WHAT THE TASK ASKS: In the records that follow, locate every line with "main" and extract it.

RECORDED INFORMATION:
======

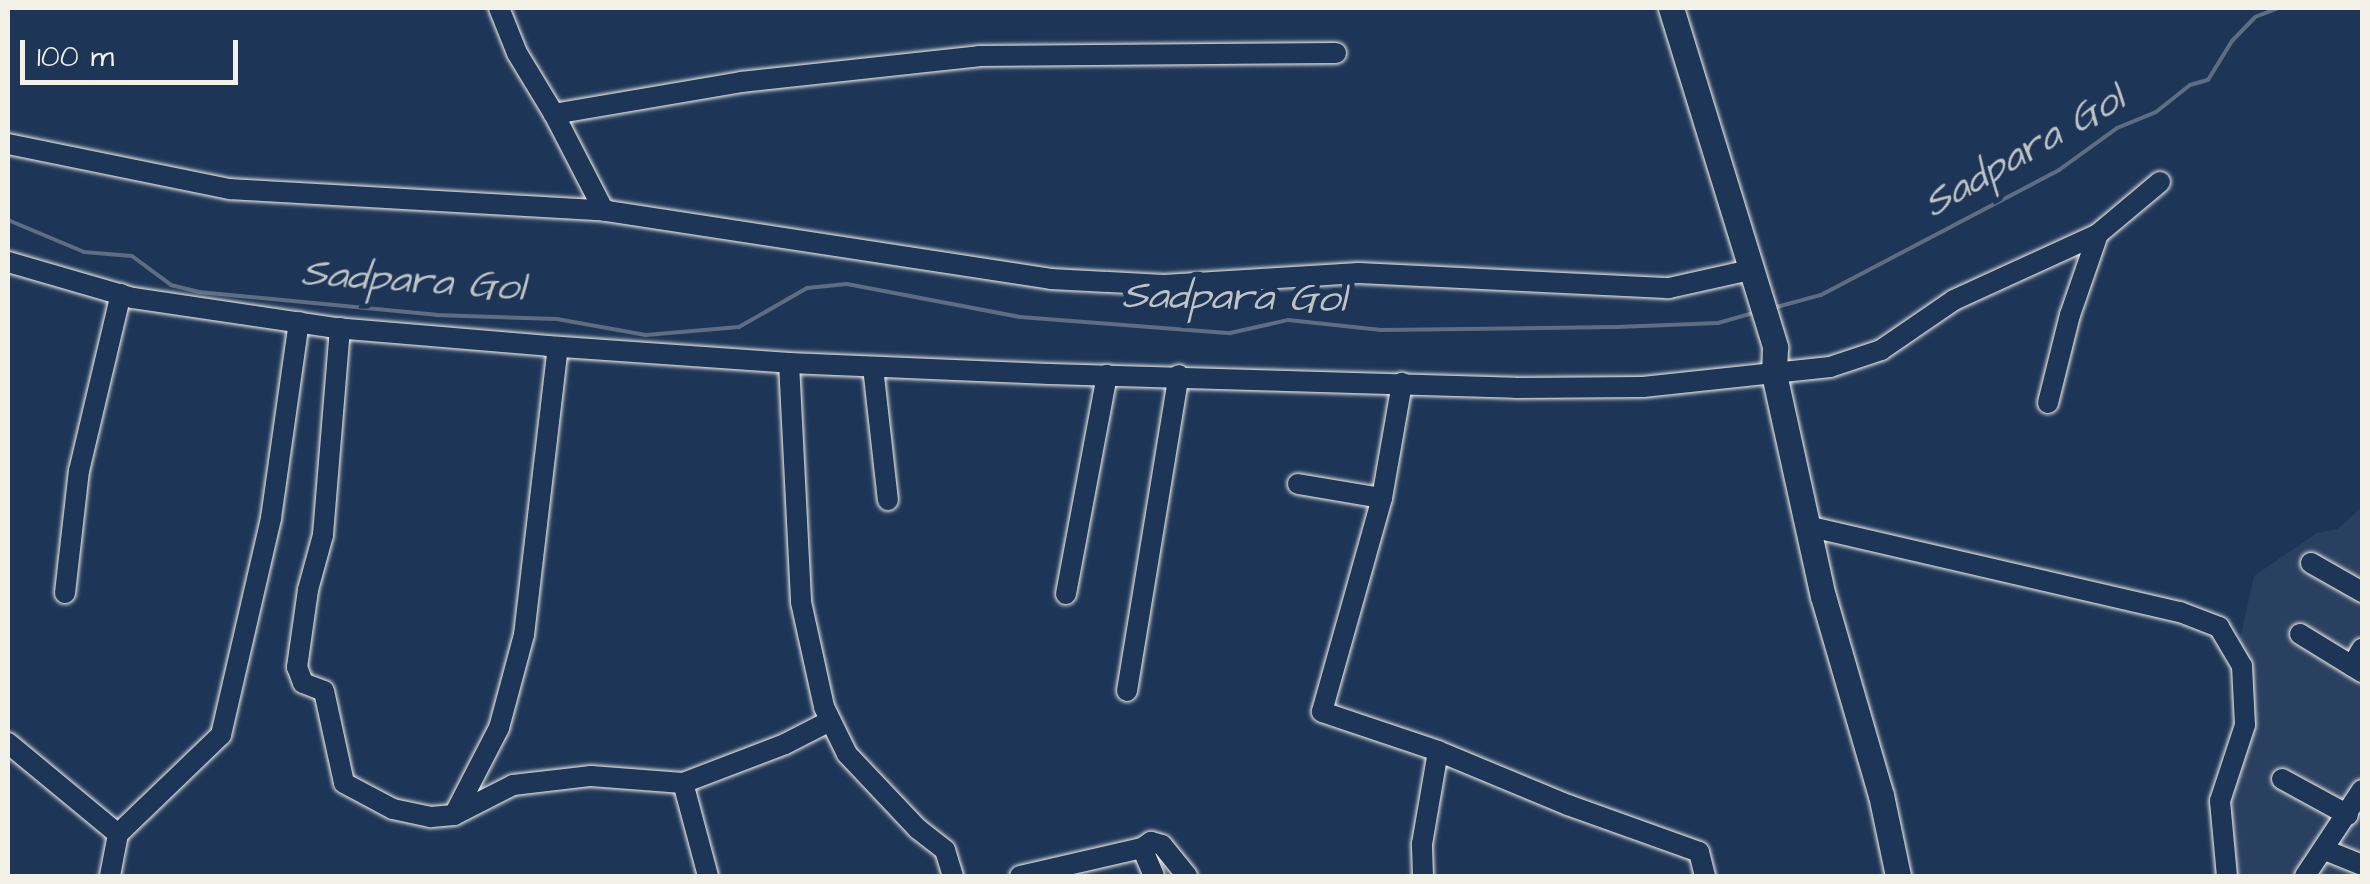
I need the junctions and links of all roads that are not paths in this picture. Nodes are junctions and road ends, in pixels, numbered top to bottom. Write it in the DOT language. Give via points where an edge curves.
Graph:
graph roads {
  1 [pos="499,8"];
  2 [pos="1671,8"];
  3 [pos="1336,54"];
  4 [pos="554,114"];
  5 [pos="8,144"];
  6 [pos="2160,182"];
  7 [pos="604,211"];
  8 [pos="2098,234"];
  9 [pos="8,262"];
  10 [pos="1752,274"];
  11 [pos="121,294"];
  12 [pos="299,322"];
  13 [pos="340,328"];
  14 [pos="558,347"];
  15 [pos="789,363"];
  16 [pos="873,366"];
  17 [pos="1107,374"];
  18 [pos="1774,374"];
  19 [pos="1179,375"];
  20 [pos="1402,383"];
  21 [pos="2048,404"];
  22 [pos="1298,484"];
  23 [pos="1382,498"];
  24 [pos="888,500"];
  25 [pos="1808,526"];
  26 [pos="2310,563"];
  27 [pos="2362,592"];
  28 [pos="66,593"];
  29 [pos="1066,594"];
  30 [pos="2300,634"];
  31 [pos="2359,662"];
  32 [pos="1127,691"];
  33 [pos="830,721"];
  34 [pos="8,743"];
  35 [pos="1438,751"];
  36 [pos="2282,779"];
  37 [pos="684,783"];
  38 [pos="2362,790"];
  39 [pos="454,815"];
  40 [pos="2352,820"];
  41 [pos="118,834"];
  42 [pos="1142,848"];
  43 [pos="2325,850"];
  44 [pos="2362,866"];
  45 [pos="110,876"];
  46 [pos="708,876"];
  47 [pos="953,876"];
  48 [pos="1020,876"];
  49 [pos="1154,876"];
  50 [pos="1187,876"];
  51 [pos="1423,876"];
  52 [pos="1705,876"];
  53 [pos="1898,876"];
  54 [pos="2227,876"];
  55 [pos="2305,876"];
  1 -- 4 [label="street" via="516,53"];
  2 -- 10 [label="main road"];
  3 -- 4 [label="street" via="978,56 741,82"];
  4 -- 7 [label="street"];
  5 -- 7 [label="street" via="230,189"];
  6 -- 8 [label="street"];
  7 -- 10 [label="street" via="1051,280 1164,285 1359,274 1669,288"];
  8 -- 18 [label="street" via="1954,300 1881,350 1830,368"];
  8 -- 21 [label="street"];
  9 -- 11 [label="street"];
  10 -- 18 [label="main road" via="1775,347"];
  11 -- 12 [label="street"];
  11 -- 28 [label="street" via="79,471"];
  12 -- 13 [label="street"];
  12 -- 41 [label="street" via="270,518 220,735"];
  13 -- 14 [label="street"];
  13 -- 39 [label="street" via="323,535 297,666 303,683 324,691 344,783 393,809"];
  14 -- 15 [label="street"];
  14 -- 39 [label="street" via="524,635 499,728"];
  15 -- 16 [label="street"];
  15 -- 33 [label="street" via="801,602"];
  16 -- 17 [label="street"];
  16 -- 24 [label="street"];
  17 -- 19 [label="street"];
  17 -- 29 [label="street"];
  18 -- 20 [label="street" via="1644,387"];
  18 -- 25 [label="main road"];
  19 -- 20 [label="street"];
  19 -- 32 [label="street"];
  20 -- 23 [label="street"];
  22 -- 23 [label="street"];
  23 -- 35 [label="street" via="1322,712"];
  25 -- 53 [label="main road"];
  25 -- 54 [label="street" via="2180,612 2219,628 2242,666 2245,725 2220,800"];
  26 -- 27 [label="street"];
  30 -- 31 [label="street"];
  33 -- 37 [label="street"];
  33 -- 47 [label="street" via="847,754 945,850"];
  34 -- 41 [label="street"];
  35 -- 51 [label="street"];
  35 -- 52 [label="street" via="1700,852"];
  36 -- 40 [label="street"];
  37 -- 39 [label="street" via="591,776 513,784"];
  37 -- 46 [label="street"];
  38 -- 40 [label="street"];
  40 -- 43 [label="street"];
  41 -- 45 [label="street"];
  42 -- 48 [label="street"];
  42 -- 49 [label="street"];
  42 -- 50 [label="street" via="1151,842 1162,846"];
  43 -- 44 [label="street"];
  43 -- 55 [label="street"];
}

======

REPLY TO THE TASK:
  2 -- 10 [label="main road"];
  10 -- 18 [label="main road" via="1775,347"];
  18 -- 25 [label="main road"];
  25 -- 53 [label="main road"];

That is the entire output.